Directions — Gather all lines with "links" from the records.
(Entries provided begins)
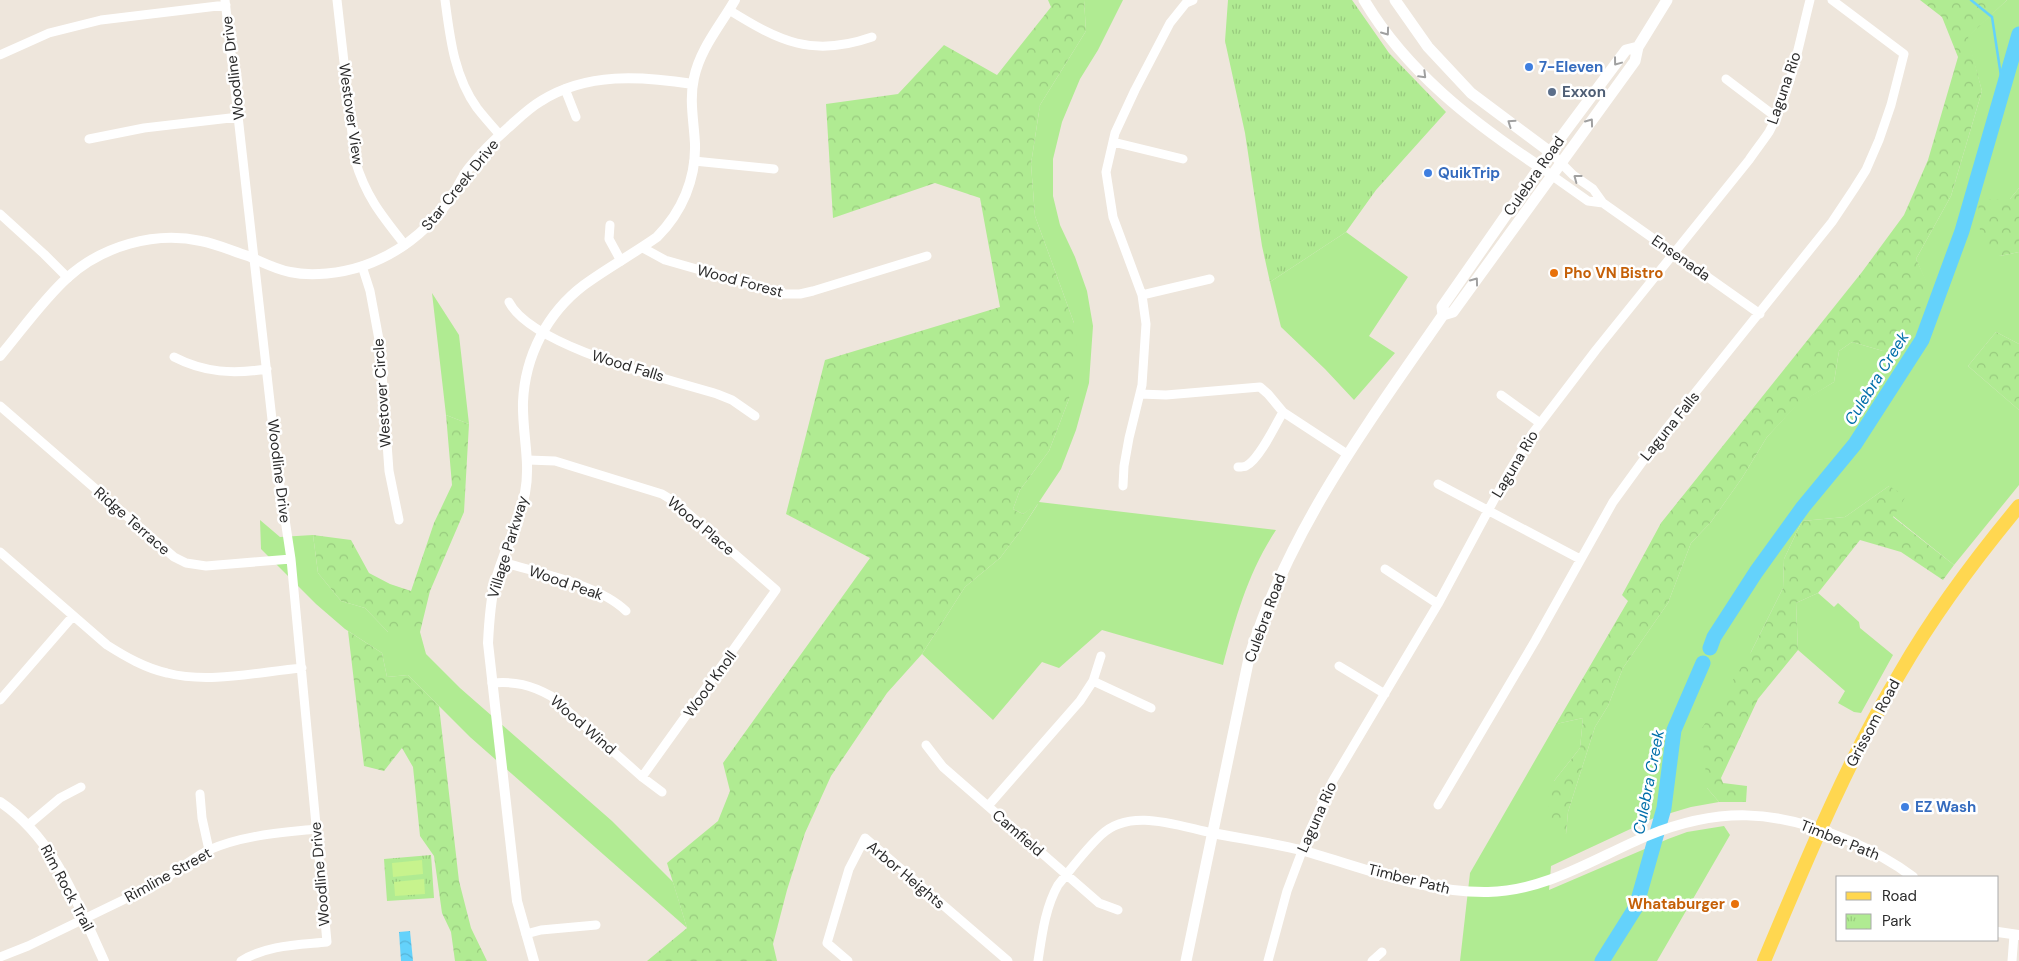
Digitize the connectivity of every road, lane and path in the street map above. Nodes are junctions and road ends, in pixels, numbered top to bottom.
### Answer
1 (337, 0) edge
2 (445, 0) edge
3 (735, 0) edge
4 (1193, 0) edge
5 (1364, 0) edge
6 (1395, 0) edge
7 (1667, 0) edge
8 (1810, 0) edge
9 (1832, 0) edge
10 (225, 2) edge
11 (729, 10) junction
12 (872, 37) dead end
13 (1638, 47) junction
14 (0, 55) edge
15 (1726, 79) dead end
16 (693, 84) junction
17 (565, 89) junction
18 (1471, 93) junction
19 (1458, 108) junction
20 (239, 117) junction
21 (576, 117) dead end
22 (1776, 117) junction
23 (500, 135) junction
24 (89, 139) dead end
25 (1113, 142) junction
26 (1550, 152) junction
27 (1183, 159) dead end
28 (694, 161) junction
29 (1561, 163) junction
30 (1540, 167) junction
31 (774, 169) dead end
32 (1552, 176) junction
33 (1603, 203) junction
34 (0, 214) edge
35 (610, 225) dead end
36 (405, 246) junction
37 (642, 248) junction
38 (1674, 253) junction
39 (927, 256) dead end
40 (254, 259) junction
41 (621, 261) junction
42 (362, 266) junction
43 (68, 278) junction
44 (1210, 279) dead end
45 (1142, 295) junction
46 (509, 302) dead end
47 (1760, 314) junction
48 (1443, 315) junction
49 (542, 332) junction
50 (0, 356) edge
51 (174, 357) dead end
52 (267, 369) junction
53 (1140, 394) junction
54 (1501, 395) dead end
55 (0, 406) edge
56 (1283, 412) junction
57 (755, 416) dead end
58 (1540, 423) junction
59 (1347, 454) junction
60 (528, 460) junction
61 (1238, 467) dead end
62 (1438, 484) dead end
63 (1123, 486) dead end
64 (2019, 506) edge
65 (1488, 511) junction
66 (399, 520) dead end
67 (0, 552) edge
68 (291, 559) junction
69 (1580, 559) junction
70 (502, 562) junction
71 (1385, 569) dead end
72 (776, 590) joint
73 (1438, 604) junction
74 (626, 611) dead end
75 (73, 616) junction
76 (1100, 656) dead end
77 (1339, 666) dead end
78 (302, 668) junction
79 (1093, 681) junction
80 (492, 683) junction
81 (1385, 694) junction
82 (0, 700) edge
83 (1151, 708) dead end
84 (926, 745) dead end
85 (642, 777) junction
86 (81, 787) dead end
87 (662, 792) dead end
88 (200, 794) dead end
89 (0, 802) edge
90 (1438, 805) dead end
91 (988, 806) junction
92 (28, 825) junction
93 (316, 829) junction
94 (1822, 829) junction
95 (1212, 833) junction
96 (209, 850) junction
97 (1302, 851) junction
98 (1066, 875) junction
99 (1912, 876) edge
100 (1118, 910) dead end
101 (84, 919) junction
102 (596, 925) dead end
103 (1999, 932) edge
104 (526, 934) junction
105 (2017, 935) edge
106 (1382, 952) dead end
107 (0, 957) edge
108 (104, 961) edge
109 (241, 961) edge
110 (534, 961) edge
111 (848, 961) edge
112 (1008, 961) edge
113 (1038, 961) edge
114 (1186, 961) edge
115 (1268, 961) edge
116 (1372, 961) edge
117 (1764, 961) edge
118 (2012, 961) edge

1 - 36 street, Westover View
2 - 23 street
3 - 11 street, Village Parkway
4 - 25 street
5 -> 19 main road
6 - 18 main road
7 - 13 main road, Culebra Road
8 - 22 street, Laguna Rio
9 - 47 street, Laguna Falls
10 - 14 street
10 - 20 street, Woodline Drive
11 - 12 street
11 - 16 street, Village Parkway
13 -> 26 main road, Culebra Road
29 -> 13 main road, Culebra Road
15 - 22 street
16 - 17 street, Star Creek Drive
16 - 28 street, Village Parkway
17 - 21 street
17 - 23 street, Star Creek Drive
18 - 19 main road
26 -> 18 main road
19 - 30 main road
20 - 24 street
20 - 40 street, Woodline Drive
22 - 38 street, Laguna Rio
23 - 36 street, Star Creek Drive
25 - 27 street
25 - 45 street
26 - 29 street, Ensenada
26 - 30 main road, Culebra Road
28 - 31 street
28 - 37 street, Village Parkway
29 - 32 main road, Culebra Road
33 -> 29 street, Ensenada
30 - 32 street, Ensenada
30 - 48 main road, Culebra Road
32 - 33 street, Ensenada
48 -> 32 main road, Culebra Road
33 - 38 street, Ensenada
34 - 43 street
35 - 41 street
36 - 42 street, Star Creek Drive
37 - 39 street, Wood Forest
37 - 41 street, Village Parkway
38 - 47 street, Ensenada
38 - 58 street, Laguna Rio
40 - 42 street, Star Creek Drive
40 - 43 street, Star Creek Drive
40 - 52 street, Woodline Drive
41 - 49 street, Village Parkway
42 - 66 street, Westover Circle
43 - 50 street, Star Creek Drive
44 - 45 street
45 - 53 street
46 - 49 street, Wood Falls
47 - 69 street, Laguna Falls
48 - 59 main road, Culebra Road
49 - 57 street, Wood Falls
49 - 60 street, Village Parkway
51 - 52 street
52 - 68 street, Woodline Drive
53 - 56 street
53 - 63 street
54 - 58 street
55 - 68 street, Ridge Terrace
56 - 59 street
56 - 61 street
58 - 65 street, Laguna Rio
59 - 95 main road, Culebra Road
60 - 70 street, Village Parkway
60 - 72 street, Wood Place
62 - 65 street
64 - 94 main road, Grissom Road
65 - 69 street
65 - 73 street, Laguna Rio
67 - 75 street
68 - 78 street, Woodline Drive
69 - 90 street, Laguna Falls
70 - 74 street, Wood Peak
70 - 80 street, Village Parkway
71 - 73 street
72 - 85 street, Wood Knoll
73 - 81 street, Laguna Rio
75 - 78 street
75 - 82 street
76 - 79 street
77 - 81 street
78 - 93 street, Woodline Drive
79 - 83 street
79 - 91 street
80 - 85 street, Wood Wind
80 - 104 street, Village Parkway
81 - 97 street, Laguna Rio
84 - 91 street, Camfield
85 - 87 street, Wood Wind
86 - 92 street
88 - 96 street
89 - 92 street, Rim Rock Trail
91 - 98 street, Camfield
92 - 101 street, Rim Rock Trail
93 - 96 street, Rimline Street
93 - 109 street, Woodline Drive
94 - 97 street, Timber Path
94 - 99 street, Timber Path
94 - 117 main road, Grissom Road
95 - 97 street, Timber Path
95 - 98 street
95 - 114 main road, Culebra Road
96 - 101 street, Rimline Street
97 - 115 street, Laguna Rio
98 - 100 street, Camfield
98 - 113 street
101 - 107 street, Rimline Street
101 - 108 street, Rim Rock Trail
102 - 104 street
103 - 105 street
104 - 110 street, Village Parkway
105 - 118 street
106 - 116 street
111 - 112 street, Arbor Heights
(Entries provided ends)
(Entries provided begins)
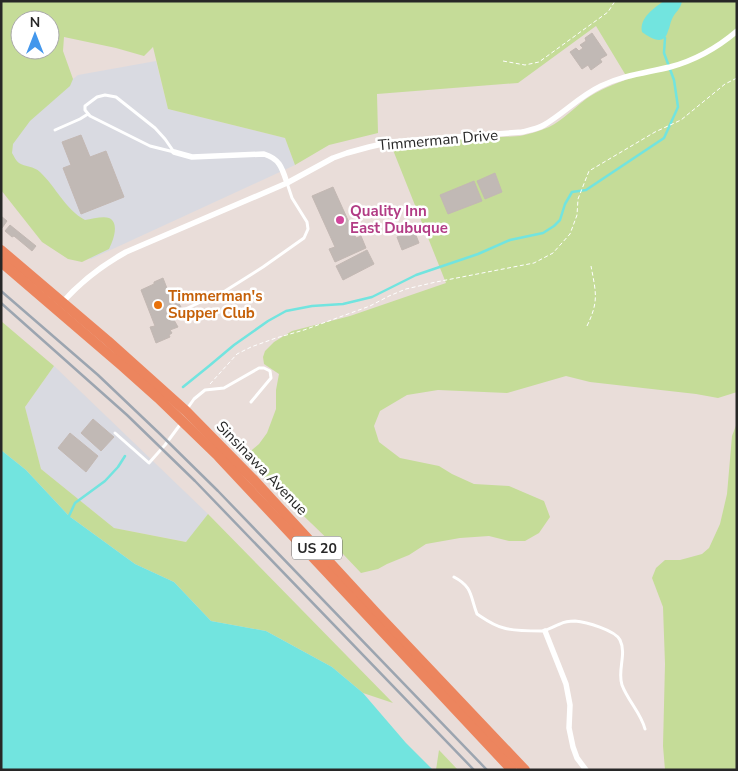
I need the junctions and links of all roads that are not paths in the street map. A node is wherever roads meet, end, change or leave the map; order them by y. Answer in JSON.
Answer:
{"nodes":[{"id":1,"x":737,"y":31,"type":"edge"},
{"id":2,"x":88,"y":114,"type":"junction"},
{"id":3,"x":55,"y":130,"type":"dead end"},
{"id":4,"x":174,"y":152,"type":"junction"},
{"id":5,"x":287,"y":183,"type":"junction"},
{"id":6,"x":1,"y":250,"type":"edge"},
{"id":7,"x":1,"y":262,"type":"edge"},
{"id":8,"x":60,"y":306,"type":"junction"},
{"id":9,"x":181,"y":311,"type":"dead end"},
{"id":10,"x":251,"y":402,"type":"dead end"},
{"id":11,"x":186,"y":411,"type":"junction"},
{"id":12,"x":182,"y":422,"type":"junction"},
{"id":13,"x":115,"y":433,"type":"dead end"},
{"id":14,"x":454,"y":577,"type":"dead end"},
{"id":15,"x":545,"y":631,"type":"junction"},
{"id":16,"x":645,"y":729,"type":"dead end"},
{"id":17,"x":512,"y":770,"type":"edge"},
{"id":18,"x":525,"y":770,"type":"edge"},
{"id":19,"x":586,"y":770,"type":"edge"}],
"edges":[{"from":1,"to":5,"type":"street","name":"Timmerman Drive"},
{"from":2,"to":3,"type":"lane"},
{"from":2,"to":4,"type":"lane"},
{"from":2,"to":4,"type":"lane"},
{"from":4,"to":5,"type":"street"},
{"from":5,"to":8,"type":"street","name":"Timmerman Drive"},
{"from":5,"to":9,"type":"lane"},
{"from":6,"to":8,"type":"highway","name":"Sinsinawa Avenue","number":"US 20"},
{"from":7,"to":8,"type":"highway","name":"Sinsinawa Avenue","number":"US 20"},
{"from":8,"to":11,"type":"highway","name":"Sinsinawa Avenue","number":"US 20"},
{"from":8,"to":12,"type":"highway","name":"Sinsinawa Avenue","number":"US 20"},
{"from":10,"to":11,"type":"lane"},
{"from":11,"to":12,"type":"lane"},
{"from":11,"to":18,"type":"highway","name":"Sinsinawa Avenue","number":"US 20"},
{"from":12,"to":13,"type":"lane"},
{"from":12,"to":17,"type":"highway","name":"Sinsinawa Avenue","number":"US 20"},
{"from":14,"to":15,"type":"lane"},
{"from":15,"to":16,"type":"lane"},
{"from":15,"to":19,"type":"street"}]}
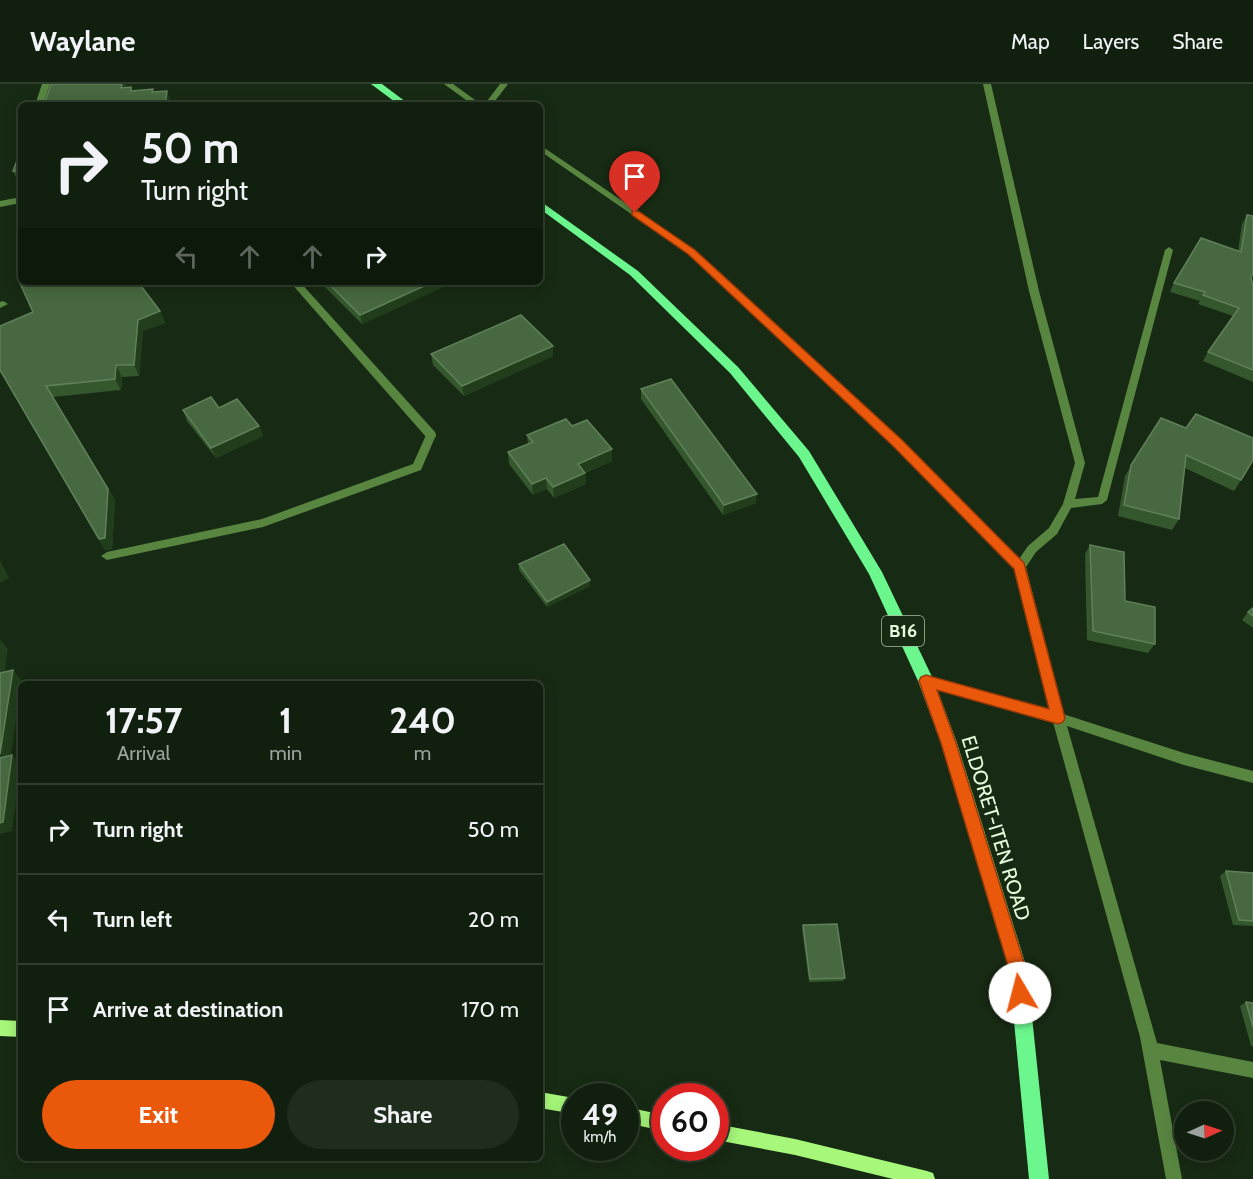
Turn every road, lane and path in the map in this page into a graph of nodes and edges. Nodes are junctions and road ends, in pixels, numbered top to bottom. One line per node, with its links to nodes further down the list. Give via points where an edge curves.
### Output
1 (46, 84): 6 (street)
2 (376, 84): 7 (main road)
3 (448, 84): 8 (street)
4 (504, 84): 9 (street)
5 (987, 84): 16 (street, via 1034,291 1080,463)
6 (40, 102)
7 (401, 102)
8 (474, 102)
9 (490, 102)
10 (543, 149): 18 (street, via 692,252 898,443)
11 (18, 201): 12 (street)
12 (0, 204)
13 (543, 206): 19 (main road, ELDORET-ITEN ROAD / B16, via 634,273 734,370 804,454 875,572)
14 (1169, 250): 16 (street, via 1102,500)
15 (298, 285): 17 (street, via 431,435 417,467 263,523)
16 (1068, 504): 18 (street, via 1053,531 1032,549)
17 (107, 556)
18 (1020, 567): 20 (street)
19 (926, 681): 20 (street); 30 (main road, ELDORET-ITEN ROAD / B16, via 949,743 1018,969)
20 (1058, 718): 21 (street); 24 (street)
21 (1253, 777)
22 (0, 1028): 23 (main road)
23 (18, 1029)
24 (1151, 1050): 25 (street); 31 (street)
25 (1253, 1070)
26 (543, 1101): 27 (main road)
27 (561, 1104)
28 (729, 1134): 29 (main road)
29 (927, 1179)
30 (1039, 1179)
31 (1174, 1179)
(Entries provided ends)
Solution to this task —
I need the junctions and links of all roads that are not paths in the street map. A node is wherever roads meet, end, change or leave the map; order them by y. Answer in JSON.
Turn every road, lane and path in the map in this page into a graph of nodes and edges. Nodes are junctions and road ends, in pixels, numbered top to bottom. One line per node, with its links to nodes further down the list. Give via points where an edge curves.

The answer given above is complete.